Environmental Review of Commercial Property: Searching for the Sins of the Past

As legal counsel for buyers, we are often asked whether the cost of some level of environmental review of the property being purchased is worth the time and expense. When wearing a different hat, that of representing a lender, the question is rarely whether it is worth it, but how far should the review go as the lender wants its loan costs to remain competitive with the rest of the market.  Neither frugality nor a desire to undercut competitors should undermine the need and value of some level of review related to potential environmental risks associated with the property being acquired or taken as collateral.

At the most basic level, environmental investigations range from:

    • No review at all or a limited review of just the site under consideration.
    • General review based on information provided by the property owner in response to questions posed and some basic review of existing conditions on the site and some nearby uses, which may lead to a more detailed Phase 1 if concerning information is revealed or even called into question.
    • Phase I –similar to an environmental review, but more in depth with an independent review by the environmental engineer into past use of the property, more detailed non-invasive inspection of the site, review of public records and permit files of the site and often adjoining sites (upstream at least), and responses to questions regarding current and past use.
    • Phase II – selective additional testing when indicated by data or evidence gathered during a Phase I review.

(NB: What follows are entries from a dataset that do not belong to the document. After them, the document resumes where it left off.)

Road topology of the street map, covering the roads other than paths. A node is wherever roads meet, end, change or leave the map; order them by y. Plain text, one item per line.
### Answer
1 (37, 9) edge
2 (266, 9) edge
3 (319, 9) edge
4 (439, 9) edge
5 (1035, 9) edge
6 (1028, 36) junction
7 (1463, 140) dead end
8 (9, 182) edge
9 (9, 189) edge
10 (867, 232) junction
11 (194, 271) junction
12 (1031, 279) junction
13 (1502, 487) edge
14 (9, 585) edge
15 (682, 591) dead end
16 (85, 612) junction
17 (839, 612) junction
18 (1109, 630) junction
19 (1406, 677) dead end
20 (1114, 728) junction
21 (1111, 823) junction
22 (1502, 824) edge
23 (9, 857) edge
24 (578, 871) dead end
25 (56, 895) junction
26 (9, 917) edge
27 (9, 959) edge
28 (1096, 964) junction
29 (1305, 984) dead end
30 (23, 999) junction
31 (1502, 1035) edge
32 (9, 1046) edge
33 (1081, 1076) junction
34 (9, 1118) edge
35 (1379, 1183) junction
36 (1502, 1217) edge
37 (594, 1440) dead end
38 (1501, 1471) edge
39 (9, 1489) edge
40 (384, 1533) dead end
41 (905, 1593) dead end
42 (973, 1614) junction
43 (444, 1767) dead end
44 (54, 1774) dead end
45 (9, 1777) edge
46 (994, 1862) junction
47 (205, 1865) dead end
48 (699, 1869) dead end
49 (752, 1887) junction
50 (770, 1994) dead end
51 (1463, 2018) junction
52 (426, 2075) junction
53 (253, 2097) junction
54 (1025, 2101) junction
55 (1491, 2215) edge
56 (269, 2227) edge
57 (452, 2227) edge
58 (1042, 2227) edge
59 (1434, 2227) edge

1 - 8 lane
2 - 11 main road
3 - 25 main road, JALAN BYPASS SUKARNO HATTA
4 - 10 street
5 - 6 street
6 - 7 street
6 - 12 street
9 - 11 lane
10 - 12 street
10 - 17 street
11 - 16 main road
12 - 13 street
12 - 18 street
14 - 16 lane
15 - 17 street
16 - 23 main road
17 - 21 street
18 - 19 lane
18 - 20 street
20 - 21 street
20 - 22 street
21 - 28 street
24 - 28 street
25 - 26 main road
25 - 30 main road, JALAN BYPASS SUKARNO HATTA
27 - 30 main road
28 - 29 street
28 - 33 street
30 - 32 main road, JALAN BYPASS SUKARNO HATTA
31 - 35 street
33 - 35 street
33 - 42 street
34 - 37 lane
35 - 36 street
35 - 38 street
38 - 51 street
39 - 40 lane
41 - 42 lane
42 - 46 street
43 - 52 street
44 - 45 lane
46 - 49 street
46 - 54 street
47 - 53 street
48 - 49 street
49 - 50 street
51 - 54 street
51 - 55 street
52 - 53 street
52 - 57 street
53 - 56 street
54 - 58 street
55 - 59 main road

While frugality with investigative expenses may be considered in some instances, giving short shrift to the environmental review can have long term repercussions for buyers and lenders alike. The first option, (no review at all), should never really be an option.  Yet time and time again I am surprised when the decision is made, even on a vacant piece of land.

Consider this scenario: a parcel of land, undeveloped as far back as records have been kept, that is only 100 feet from a former dry-cleaning plant (which used Tetrachloroethylene, also known tetrachloroethene, or perchloroethylene when in operation) is torn down before the buyer/lender ever saw the property. A simple walk through of the site would show that the property was never developed and there are no existing commercial uses nearby.  However, if the dry-cleaning chemicals leached into the soil, it could turn into a purchaser and lender’s worst nightmare.  With no review, the buyer and lender are oblivious.  “With a general review, a few questions often arise that lead to a Phase I.  The Phase I research would likely then reveal the historical use of the adjoining property as a dry-cleaning plant and may lead to limited Phase II testing with potential monitoring wells, if there was no evidence of testing at the time of demolition.“

The concern lies not only with the actual conditions and remediation costs, but also the fact that strict liability exists for most environmental issues. In other words, if you are in the chain of title from when the event of contamination occurred through the present time, you will be liable for the costs of addressing the environmental conditions. You may very well have the right to pursue your seller or another predecessor in title back to the event that gave rise to the problem, but what if you can’t find them or if they are uncollectable.  The buyer will then carry an undue burden of the cost of remediation, if not all of it.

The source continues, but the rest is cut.